Zero Hour is the story of the DCU vs. Extant. Sort of? Yeah, this is one of those books where they tried to get as much shit to happen in as few pages as possible. Here’s the best way I can explain it. During Armageddon 2001 (which almost deserves a “WTF Is” of its own), a character named Waverider goes back in time to the year 2001 to try and destroy an evil being named the Monarch before he can kill all the superheroes around 2030. During that event, the Monarch captured Hank “Hawk” Hall and Dawn “Dove” Granger, eventually executing Dove and making Hank go crazy. The Monarch then revealed himself to be a future version of Hank, driving Hank to kill the Monarch, steal his armor, and take up the Monarch mantle himself (in other words, he does everything in his stupid power to make sure that he ends up a bad guy). After becoming a Captain Atom villain for a while, it’s discovered that instead of the Monarch killing Dove, he just absorbed her or something. Hank Hall then changes his name to Extant, steals Waverider’s time travel bracelets, and disappears into time to try and change the universe into how he wants it by erasing existence from the end of time backwards to the beginning and restarting from scratch.
So, yeah, what we have here is another DC “crisis” event attempting to once again change the DCU forever by throwing a ton of confusing shit at us all at once and hoping that in the end it all makes sense. To make matters worse, Zero Hour was written by Dan Jurgens, the guy behind Superman vs. Aliens, the “Death of Superman” storyline, and the creator of DC’s Tangent imprint. Also included in the storyline are a bunch of tie-ins that were all released in October 1994 and numbered #0 (also known as “Zero Month”) which each revealed something unknown about the main hero of the title’s origin. Basically, this is everything amiss with 1990s DC Comics. Brace yourselves.

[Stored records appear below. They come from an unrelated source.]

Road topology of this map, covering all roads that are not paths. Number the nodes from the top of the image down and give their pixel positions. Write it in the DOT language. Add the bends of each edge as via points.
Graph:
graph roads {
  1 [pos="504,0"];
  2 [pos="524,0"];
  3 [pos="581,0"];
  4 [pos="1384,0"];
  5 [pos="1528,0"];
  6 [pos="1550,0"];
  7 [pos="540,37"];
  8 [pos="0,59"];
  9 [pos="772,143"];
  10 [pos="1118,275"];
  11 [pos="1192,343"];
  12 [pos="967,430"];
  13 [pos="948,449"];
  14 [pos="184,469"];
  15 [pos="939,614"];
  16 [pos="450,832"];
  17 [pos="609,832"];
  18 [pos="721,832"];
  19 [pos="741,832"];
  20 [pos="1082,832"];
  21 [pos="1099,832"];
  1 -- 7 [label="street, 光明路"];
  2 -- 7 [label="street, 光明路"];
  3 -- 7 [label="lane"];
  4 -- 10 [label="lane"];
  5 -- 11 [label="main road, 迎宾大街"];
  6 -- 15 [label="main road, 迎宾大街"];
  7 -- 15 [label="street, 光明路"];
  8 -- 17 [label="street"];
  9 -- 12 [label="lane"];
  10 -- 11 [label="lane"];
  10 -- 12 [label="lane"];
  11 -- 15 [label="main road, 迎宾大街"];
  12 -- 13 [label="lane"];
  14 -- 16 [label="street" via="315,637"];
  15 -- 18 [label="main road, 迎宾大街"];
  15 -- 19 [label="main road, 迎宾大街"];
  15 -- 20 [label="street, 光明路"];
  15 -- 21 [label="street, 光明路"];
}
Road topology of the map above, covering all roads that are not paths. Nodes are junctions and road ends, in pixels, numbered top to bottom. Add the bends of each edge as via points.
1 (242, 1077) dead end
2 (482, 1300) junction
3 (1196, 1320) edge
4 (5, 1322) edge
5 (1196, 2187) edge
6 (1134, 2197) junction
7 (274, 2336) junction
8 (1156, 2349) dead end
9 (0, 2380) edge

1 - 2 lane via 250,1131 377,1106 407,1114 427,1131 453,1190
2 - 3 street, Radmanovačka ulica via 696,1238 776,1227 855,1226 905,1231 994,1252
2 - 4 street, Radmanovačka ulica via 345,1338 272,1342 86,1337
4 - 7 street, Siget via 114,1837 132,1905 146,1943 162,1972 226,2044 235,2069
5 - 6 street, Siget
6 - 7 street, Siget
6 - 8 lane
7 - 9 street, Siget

So, here is the quickest summary I can muster. Extant travels to the end of time, killing Time Trapper and causing a Crisis on Infinite Earths-style Ctrl+Z rift to go backwards through time, erasing existence (don’t think about the physics of this, it makes zero sense). Metron, Waverider, Superman, and Batman team up to attempt to stop the universe from rebooting. They get the help of every other hero in the DCU and the results are somewhat catastrophic. Wally West, Jay Garrick, Steel, most of the JSA, Dr. Mist, Vandal Savage, the Legion of Super-Heroes, and Kyle Rayner all “die.” An attempt is made at explaining what Hawkman’s deal is by stuffing all of the Thanagarians into one body (which just ends up raising more questions rather than clarifying anything). Extant is revealed to not really be the villain of the book, but was working for Hal Jordan (under the influence of Parallax) who wants to undo Coast City getting destroyed in “Reign of the Supermen.” The story ends with the universe being completely erased before the Spectre showing up to save the day (as he pretty much does in every Crisis) and the Green Arrow shooting Hal in the chest, “killing” him. The Spectre pumps newcomer Damage full of energy, causing him to act as a new Big Bang. Time goes by naturally and the universe is as it was. Sort of.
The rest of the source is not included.